# Air bubbles yeah or nay in planted tank



## raysgirl57 (Feb 16, 2010)

Just starting a planted tank and was told by a friend that air bubbles in a planted tank is not advisable. Is this correct and why?


----------



## hbosman (Oct 5, 2006)

Air bubbles cause surface turbulence and generally, you don't want too much because it releases CO2 from the water. In some cases, if you are using pressurized CO2, you might want the surface turbulence at night to release CO2 when it isn't needed and to increase O2 levels. So, during the day you probably wouldn't want to introduce air bubbles and during the night, you might.


----------



## Joetee (Mar 28, 2006)

If you have enough surface movement, you will not need any air bubbles. If you have plants, you don't need air bubbles. If you are adding C02, then you will not need to add air bubbles, the bubbles lowers your c02 amount.

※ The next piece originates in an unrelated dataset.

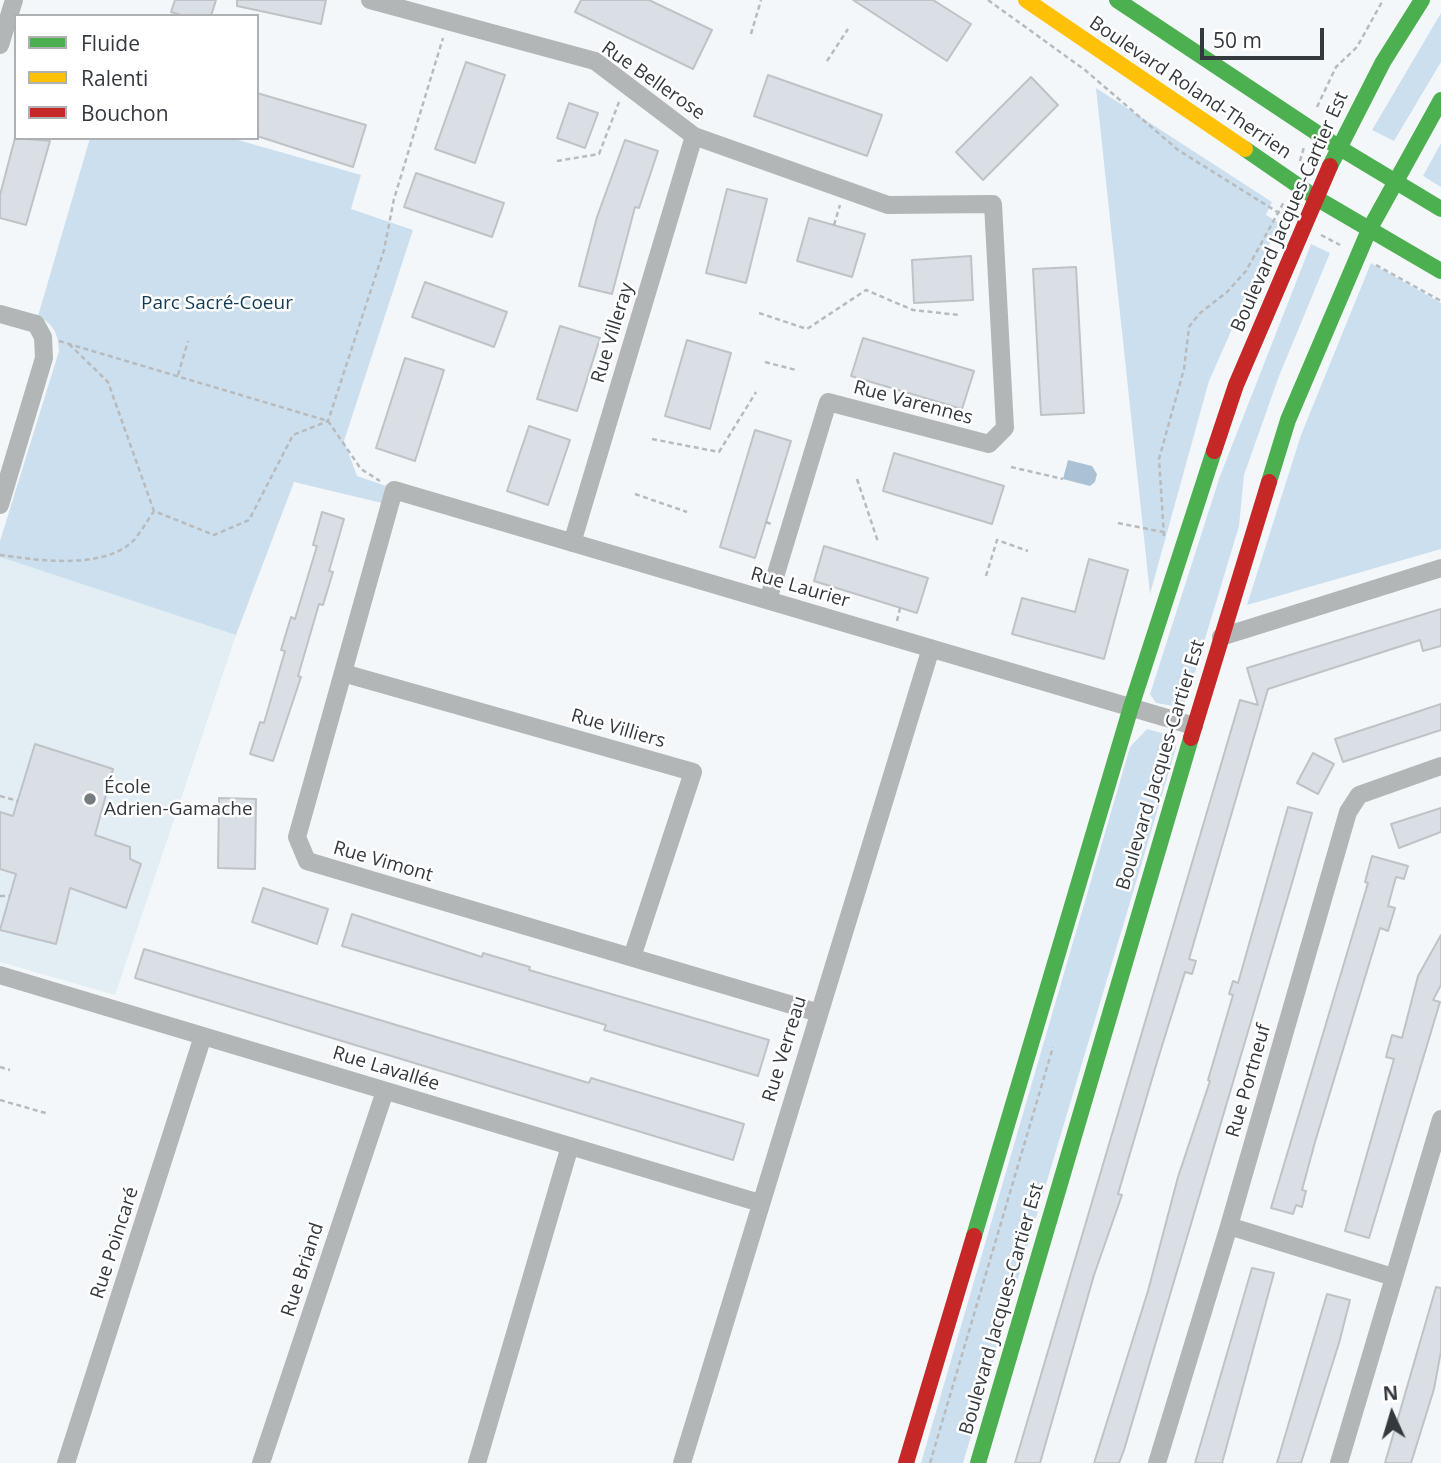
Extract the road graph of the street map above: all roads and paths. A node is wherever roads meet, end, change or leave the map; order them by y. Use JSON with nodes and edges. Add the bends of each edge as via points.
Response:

Co2 is needed for plants and it depends on the amount of light you have on the tank.
If you see your fish gasping at the surface, then they don't have enough oxygen or there is to much c02.
Generally, planted tanks don't need any air bubble.
I hope this helps.
Joe


----------



## raysgirl57 (Feb 16, 2010)

Okay so I am not running Co2 YET. Just learning about this. Running a fluval 405 with the output about 1 inch below the surface level so there is not alot of turbulence on the surface and have been running a air curtain.
So take out the air curtain and keep an eye on the fish or keep the air going until I get a C02 system going. I just feel safer with the air curtain going.


----------



## Joetee (Mar 28, 2006)

If you are growing plants then you are doing fine with the air wall. I adjust my water out of my filter to make the surface rotate. This movement turns the water enough to let o2 saturate into it. The air curtain you mention won't hurt anything. The bubbles reduce your c02 level so you would have to turn the c02 up more which waist c02. Since you are not adding c02 you are not wasting it. C02 available to the plants is equal to atmospheric c02 levels which is ok for a low tech or low light levels. There are a few plants that will grow well with low light. Most of the plants available need medium to high light. Medium to high lights = adding ferts which also = adding more c02. This is how we combat the algae. The plants can out compete the algae if light, ferts, and c02 are balanced.
Using an air curtain is really up to you but for the most part is not needed.
C02 is not needed either if your light lever is low. You are only limited on you plant selection.

I hope this makes since.
Joe


----------